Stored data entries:
########################################
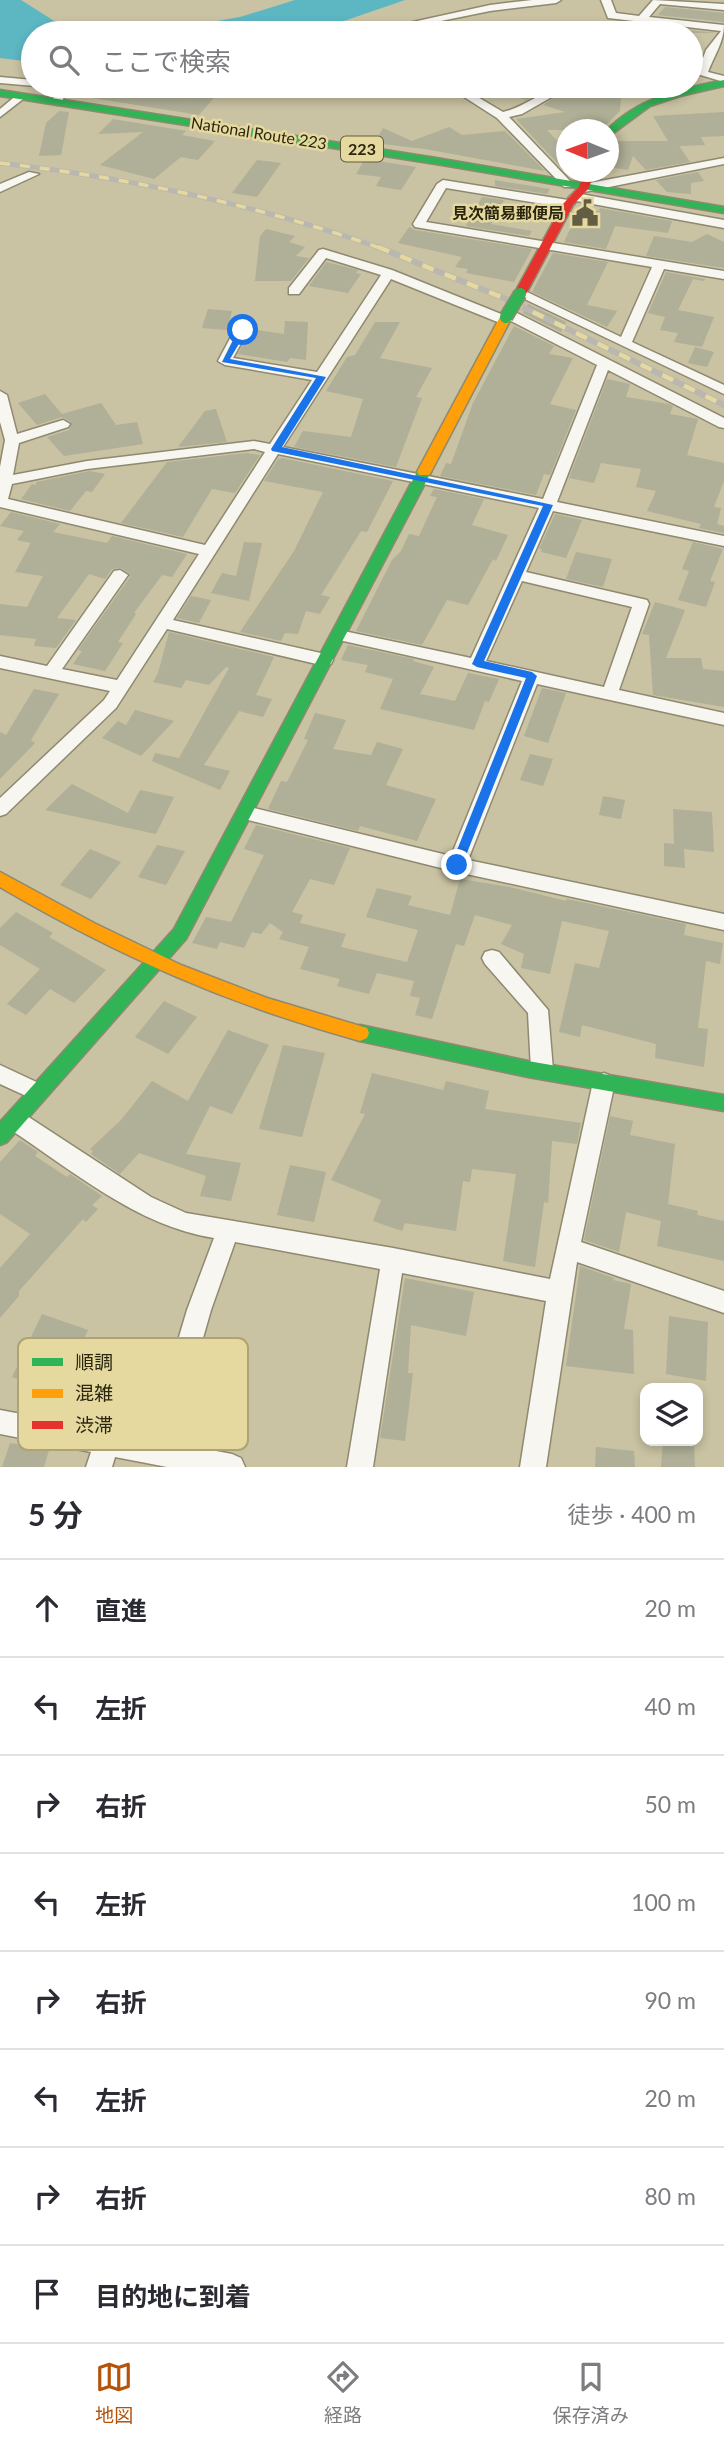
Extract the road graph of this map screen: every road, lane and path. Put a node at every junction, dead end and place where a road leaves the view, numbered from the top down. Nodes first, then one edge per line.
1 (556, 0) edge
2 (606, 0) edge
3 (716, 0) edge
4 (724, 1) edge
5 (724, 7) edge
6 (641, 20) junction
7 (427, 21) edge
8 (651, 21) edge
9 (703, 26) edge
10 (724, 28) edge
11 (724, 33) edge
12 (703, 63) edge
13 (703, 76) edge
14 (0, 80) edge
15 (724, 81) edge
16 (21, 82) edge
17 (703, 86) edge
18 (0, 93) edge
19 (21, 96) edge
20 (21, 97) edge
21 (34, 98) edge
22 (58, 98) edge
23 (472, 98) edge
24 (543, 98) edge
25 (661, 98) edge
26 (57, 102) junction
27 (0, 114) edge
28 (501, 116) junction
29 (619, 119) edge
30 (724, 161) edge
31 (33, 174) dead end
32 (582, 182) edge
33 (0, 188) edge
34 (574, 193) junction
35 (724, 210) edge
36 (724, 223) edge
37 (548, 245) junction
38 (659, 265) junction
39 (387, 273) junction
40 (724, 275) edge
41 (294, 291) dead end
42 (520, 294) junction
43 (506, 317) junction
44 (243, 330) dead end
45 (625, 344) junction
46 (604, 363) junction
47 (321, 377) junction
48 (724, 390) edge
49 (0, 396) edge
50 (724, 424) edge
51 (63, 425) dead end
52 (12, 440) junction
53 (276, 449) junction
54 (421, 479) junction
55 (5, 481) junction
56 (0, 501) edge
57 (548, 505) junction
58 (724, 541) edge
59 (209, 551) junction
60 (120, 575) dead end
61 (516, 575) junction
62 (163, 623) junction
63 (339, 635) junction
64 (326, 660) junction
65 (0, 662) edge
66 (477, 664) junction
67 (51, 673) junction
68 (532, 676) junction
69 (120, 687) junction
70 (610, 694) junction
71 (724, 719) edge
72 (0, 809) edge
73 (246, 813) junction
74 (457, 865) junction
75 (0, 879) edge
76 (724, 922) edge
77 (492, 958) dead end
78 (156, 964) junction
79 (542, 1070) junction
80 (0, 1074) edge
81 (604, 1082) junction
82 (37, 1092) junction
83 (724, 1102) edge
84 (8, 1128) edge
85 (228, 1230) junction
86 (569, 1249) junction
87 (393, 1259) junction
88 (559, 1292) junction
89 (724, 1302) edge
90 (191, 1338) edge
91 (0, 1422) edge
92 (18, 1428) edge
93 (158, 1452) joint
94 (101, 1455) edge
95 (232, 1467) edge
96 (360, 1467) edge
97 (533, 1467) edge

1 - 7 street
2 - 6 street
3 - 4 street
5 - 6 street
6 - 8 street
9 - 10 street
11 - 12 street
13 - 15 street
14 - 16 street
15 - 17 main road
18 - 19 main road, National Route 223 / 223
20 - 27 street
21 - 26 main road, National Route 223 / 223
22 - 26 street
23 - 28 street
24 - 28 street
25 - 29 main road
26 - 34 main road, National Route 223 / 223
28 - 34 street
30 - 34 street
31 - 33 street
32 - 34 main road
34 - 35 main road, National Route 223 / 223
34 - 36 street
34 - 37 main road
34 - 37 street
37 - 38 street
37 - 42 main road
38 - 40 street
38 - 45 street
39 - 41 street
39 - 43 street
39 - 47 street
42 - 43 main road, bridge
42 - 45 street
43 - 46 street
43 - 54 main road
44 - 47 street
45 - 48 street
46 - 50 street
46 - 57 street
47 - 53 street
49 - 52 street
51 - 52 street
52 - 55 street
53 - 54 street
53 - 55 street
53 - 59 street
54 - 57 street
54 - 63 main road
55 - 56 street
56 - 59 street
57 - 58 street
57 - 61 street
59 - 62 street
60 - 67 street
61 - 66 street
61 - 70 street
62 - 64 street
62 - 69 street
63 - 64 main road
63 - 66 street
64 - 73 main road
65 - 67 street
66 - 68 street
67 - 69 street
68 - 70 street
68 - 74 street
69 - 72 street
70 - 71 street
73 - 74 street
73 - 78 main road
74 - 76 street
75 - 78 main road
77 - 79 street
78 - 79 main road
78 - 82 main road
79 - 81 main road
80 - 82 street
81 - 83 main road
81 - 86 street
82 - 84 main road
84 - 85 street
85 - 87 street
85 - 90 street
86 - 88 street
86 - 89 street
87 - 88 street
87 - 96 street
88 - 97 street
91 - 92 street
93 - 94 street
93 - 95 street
########################################
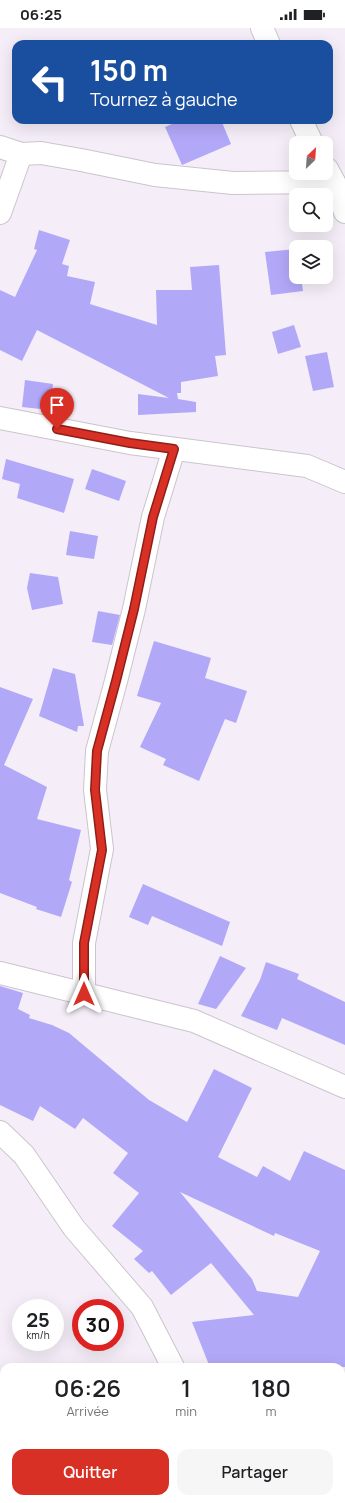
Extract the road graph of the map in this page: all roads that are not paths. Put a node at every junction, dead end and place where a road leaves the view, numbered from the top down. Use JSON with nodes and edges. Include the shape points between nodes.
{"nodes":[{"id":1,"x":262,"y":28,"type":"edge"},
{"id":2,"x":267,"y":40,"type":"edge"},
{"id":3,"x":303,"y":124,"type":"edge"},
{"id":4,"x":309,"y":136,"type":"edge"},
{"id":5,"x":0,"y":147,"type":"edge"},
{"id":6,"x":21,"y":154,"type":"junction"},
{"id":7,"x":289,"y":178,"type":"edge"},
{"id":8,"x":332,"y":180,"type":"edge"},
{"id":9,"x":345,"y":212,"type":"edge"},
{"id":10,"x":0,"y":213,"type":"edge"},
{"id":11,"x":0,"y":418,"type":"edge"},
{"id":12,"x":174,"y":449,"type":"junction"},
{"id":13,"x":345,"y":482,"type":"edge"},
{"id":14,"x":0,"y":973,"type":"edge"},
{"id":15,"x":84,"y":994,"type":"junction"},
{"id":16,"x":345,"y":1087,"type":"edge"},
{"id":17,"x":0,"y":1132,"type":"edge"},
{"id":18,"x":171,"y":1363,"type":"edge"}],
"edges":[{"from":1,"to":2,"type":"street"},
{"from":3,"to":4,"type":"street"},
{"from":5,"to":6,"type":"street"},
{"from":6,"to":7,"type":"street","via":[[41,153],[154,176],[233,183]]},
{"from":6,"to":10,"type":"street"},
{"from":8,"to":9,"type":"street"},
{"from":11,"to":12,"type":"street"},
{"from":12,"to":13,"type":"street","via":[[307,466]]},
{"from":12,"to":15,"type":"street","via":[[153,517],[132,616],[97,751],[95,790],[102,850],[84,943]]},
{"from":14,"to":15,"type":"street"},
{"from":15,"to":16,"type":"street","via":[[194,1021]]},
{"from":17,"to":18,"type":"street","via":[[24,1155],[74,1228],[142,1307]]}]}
########################################
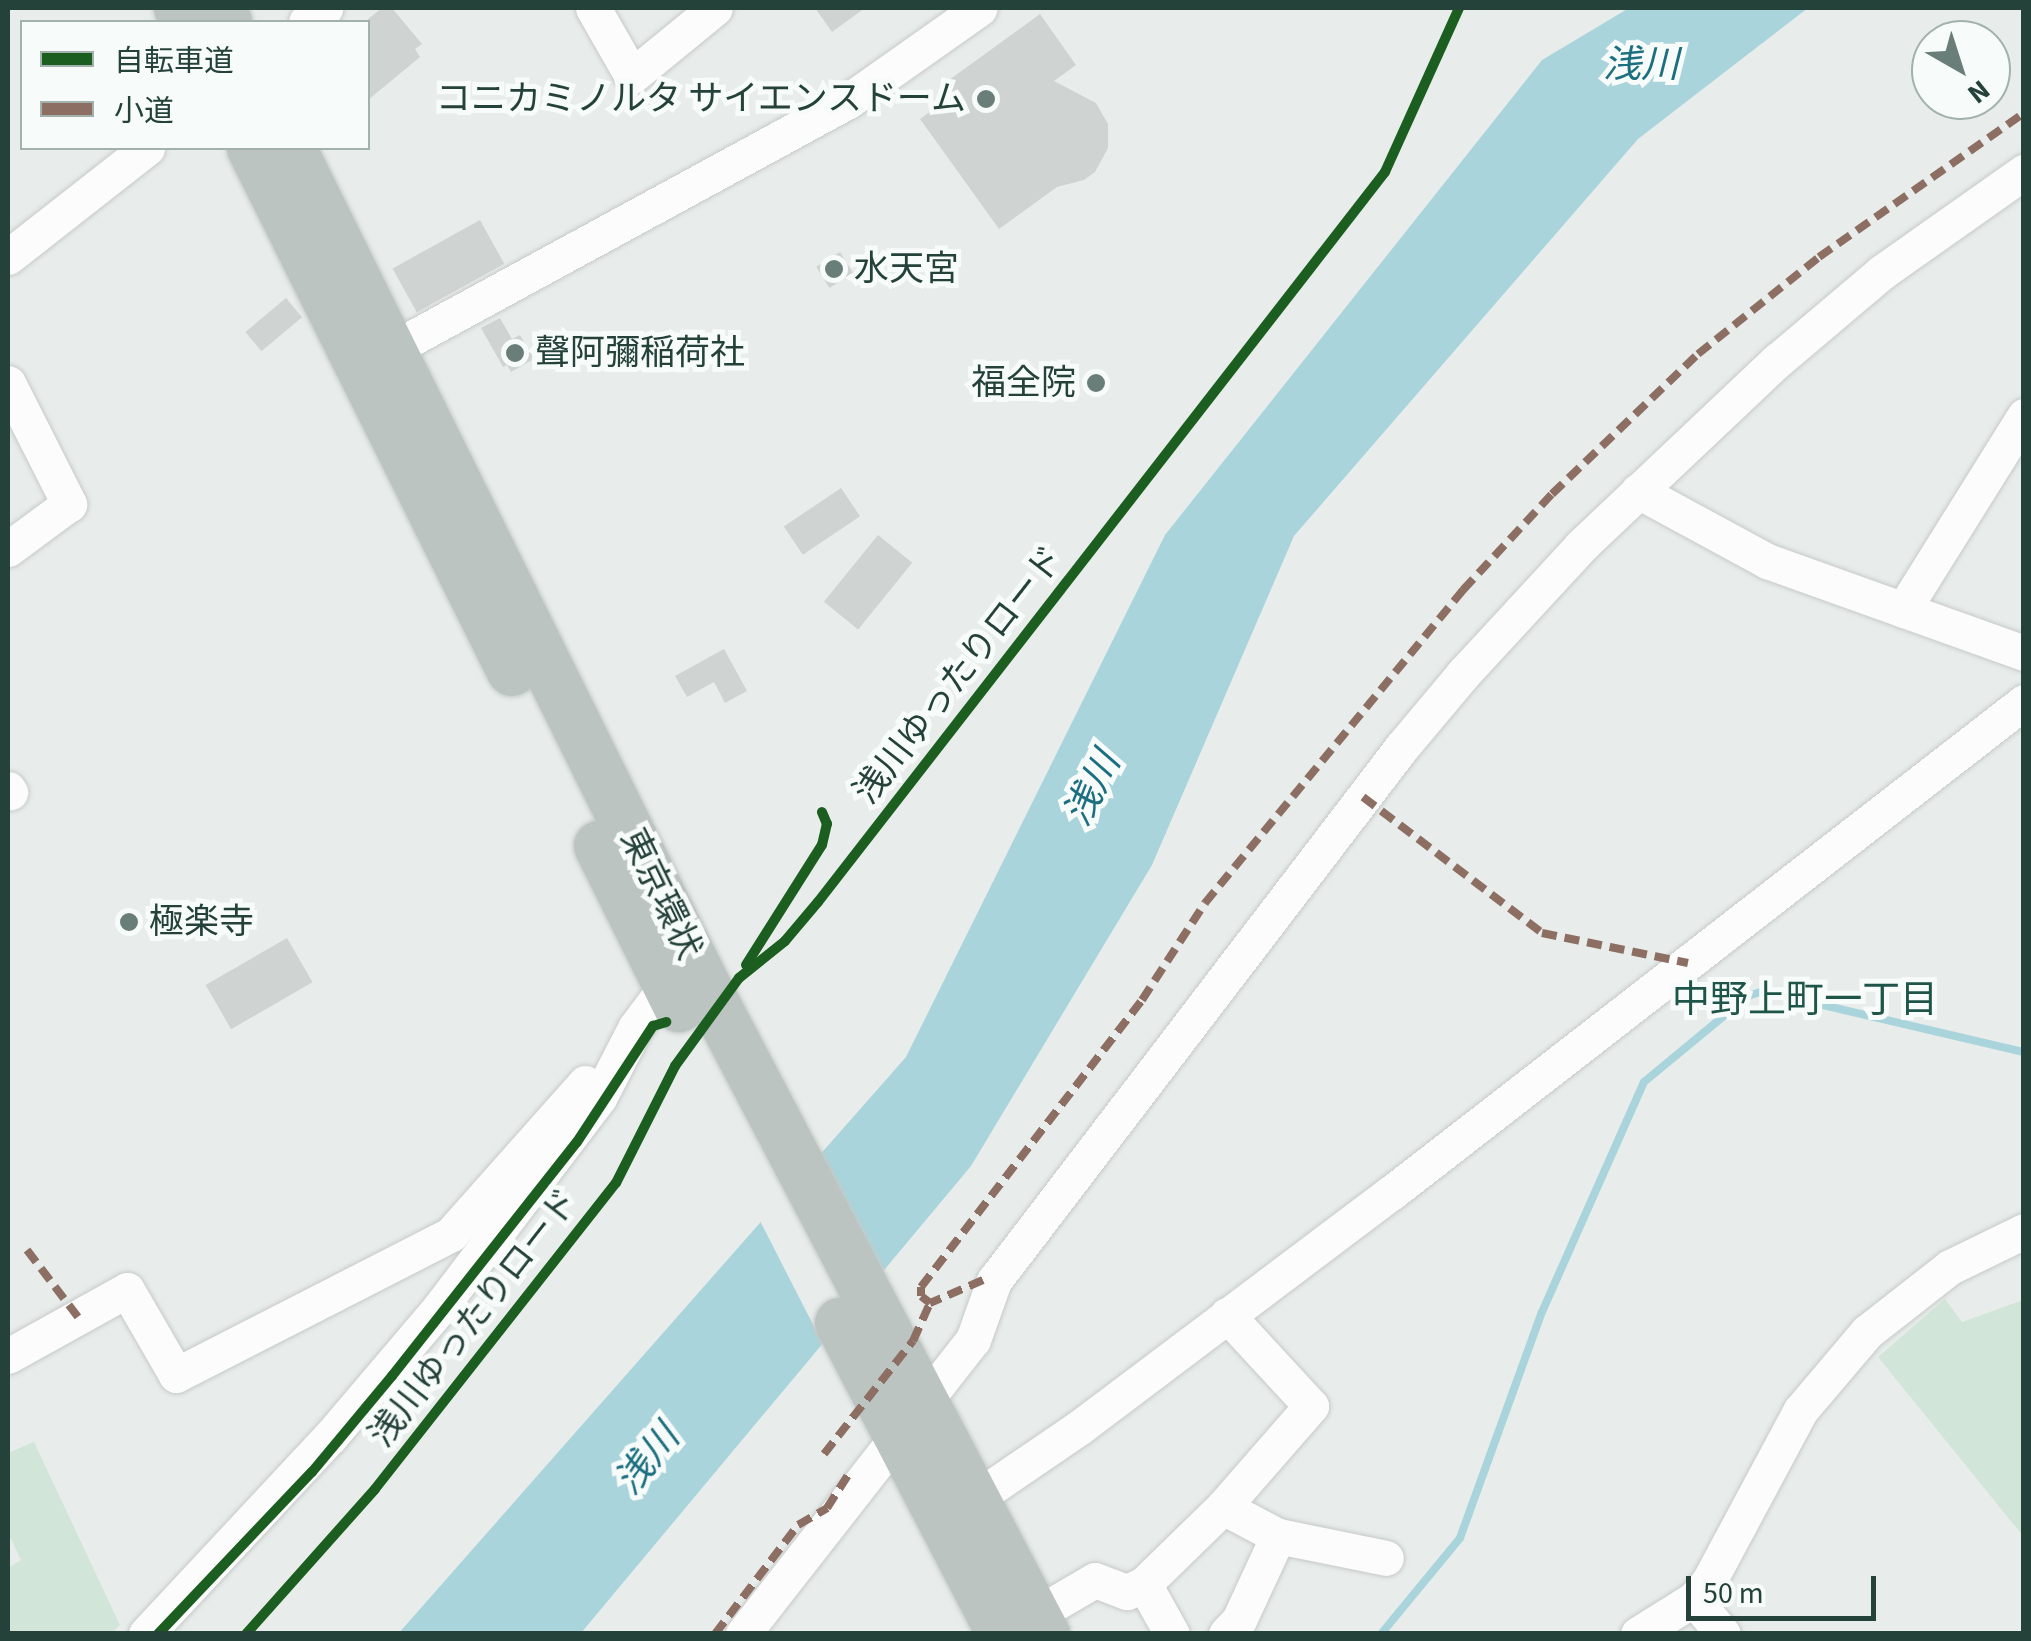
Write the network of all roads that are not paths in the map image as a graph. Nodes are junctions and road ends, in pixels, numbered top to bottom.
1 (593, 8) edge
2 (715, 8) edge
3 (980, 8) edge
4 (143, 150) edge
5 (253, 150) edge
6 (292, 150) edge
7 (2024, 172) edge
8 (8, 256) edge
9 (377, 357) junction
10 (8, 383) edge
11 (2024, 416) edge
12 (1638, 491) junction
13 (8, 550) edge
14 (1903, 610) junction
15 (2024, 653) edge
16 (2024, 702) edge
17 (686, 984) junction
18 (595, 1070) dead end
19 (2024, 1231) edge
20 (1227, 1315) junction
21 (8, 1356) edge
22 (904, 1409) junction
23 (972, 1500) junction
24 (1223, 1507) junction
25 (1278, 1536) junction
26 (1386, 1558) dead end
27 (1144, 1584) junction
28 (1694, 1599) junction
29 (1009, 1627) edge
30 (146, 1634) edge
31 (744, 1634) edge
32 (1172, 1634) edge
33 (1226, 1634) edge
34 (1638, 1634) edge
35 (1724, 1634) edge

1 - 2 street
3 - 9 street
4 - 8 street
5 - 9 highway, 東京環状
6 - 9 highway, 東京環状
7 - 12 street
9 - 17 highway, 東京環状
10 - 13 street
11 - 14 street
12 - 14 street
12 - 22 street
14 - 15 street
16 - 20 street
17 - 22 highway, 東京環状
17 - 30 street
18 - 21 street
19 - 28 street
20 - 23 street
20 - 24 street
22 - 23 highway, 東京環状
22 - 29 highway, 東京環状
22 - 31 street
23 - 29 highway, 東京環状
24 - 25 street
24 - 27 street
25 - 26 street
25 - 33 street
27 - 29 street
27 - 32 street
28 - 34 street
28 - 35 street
########################################
Gather up the lines containing the word "edges" from these records and copy them.

__Response for this exercise__.
Extract the road graph of the map in this page: all roads that are not paths. Put a node at every junction, dead end and place where a road leaves the view, numbered from the top down. Use JSON with nodes and edges. Include the shape points between nodes.
"edges":[{"from":1,"to":2,"type":"street"},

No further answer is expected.